As we ran 'python whisper.py' at 5PM 2012/04/19, and the timestamp of incoming data point is about 5PM 2012/04/18('int( time.time() - 24*24*60 )'), the time distance is 24 hours(retention is 24*60*60=86400), it is greater that the highest-precision archive(secondsPerPoing:10, retention:21600), so the next archive selected. Just check code for detailed information.
How propagate occurs?
It is better to explain it by a example(graphite official documents really lack of this).
If the input data point is "1334795700, 0.5", whisper will first update archive(secondsPerPoint:10), and then propagate to the other 2 lower-precision archives. Lets focus on how it update archive(secondsPerPoint:60).
1) It will match a definite data point by:
lowerIntervalStart = timestamp - (timestamp % lower['secondsPerPoint'])
2) Find the position of timestamp(lowerIntervalStart) in archive(secondsPerPoint:10)
3) Find next 6 data points in archive(secondsPerPoint:10). why 6 points? secondsPerPoint_of_Lower_archive/secondsPerPoint_of_Higher_archive=60/10=6.
4) Apply the aggregate method to the 6 data points.
5) Update archive(secondsPerPoint:60) by timestamp(lowerIntervalStart) and aggregate value.
---------------------------------------------------
Some terminology of Graphite's Whisper(a round-robin-database)
- data point: A float data value paired with a timestamp in seconds since UNIX Epoch(01-01-1970).

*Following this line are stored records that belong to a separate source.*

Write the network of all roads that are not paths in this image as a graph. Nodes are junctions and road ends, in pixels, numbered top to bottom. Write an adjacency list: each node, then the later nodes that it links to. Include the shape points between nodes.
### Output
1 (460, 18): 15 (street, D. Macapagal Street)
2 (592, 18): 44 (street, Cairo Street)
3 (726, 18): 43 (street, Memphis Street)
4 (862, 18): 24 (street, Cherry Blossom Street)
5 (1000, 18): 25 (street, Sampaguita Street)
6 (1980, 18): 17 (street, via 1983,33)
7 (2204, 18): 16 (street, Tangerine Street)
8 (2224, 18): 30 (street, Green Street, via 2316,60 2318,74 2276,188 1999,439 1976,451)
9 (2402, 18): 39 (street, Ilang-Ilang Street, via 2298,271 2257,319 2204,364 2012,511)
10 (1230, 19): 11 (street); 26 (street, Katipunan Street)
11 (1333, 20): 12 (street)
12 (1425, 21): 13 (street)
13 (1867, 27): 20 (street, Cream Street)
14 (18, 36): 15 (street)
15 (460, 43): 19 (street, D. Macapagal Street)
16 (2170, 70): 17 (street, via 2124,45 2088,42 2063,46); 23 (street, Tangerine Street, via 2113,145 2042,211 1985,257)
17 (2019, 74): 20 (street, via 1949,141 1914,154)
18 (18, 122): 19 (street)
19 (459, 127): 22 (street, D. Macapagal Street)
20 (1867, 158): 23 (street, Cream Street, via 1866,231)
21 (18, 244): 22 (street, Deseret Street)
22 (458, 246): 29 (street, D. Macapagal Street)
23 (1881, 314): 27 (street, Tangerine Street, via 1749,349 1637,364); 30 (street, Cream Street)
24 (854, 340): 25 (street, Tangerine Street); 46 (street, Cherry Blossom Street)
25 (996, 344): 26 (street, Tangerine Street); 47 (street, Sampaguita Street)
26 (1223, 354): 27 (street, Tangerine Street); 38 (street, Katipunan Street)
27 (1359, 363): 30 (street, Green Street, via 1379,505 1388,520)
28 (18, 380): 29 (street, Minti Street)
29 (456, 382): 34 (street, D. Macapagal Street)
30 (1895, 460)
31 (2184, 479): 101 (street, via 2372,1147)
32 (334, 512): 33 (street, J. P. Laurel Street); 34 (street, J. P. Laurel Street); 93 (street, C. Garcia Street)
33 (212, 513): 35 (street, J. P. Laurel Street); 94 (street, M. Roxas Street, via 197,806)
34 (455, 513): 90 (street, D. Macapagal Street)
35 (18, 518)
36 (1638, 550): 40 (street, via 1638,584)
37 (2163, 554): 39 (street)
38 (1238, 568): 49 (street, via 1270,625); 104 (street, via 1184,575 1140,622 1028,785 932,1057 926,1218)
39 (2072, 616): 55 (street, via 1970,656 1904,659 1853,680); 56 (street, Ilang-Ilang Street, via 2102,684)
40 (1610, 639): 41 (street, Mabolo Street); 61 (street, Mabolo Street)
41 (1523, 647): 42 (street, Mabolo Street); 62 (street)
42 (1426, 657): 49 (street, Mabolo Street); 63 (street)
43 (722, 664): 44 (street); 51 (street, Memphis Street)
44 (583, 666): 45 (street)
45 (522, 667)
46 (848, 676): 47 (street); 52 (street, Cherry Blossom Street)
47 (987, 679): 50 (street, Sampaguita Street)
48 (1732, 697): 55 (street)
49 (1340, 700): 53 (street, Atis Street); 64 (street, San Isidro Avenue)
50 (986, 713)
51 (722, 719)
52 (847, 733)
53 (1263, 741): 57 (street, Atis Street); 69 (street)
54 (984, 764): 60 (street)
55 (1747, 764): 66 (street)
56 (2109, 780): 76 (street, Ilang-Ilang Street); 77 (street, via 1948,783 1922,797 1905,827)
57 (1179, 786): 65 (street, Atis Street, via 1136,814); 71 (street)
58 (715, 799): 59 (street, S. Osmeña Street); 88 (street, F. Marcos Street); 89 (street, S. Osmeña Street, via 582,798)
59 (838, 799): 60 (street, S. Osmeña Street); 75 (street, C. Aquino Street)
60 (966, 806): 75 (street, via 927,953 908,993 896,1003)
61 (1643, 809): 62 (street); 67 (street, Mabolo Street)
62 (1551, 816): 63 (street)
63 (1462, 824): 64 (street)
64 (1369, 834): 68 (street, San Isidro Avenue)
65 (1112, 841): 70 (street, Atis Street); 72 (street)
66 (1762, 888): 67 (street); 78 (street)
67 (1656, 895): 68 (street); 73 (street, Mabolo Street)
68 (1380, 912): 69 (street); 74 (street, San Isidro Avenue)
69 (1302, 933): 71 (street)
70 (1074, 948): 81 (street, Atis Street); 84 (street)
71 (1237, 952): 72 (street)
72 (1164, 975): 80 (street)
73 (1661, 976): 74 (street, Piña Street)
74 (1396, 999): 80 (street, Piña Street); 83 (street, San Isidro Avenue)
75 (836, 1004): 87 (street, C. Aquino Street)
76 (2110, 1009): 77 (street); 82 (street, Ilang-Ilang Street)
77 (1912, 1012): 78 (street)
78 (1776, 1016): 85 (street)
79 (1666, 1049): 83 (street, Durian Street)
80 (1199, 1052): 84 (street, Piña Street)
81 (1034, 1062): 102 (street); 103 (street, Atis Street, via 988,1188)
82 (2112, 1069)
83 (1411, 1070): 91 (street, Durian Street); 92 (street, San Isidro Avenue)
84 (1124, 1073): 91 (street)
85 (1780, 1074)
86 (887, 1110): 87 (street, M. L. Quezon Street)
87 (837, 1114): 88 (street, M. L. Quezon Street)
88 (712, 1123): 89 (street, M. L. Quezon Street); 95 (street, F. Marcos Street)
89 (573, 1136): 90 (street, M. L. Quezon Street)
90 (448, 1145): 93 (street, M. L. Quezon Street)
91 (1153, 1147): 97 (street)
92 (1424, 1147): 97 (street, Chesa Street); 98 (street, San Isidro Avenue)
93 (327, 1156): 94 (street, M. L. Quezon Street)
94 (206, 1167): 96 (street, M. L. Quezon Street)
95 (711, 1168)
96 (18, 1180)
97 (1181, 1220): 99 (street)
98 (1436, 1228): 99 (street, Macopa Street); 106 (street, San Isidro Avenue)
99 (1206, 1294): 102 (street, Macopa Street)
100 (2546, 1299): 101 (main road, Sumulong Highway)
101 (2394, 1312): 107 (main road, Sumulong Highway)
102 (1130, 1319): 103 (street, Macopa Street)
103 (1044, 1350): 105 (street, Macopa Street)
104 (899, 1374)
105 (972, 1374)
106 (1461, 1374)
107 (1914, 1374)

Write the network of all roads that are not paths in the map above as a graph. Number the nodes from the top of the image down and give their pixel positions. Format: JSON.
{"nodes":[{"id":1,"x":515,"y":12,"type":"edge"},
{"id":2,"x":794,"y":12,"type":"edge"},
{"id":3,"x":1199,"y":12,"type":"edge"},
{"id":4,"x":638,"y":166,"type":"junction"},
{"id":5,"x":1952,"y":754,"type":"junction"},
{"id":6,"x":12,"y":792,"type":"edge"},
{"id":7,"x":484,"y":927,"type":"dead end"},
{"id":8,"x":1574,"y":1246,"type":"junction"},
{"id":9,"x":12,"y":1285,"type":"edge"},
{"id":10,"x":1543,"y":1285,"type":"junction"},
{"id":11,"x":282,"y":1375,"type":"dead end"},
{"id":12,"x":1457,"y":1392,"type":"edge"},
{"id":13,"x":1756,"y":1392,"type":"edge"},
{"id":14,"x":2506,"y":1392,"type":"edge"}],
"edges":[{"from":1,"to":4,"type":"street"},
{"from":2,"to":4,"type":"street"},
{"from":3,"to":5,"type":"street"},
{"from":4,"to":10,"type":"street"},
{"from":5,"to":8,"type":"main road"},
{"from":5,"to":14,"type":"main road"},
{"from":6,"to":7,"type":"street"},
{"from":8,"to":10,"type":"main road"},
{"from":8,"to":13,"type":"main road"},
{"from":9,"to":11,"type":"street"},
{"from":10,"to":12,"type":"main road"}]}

- resolution: The number of seconds per data point. For example in our test, statsd will flush the counter('ramoncounter') every 10 seconds, from the perspective of whisper, it receives 1 data point per 10 seconds, so the resolution is 10/1 = 10seconds. And resolution 10 seconds is higher than a resolution of 60 seconds.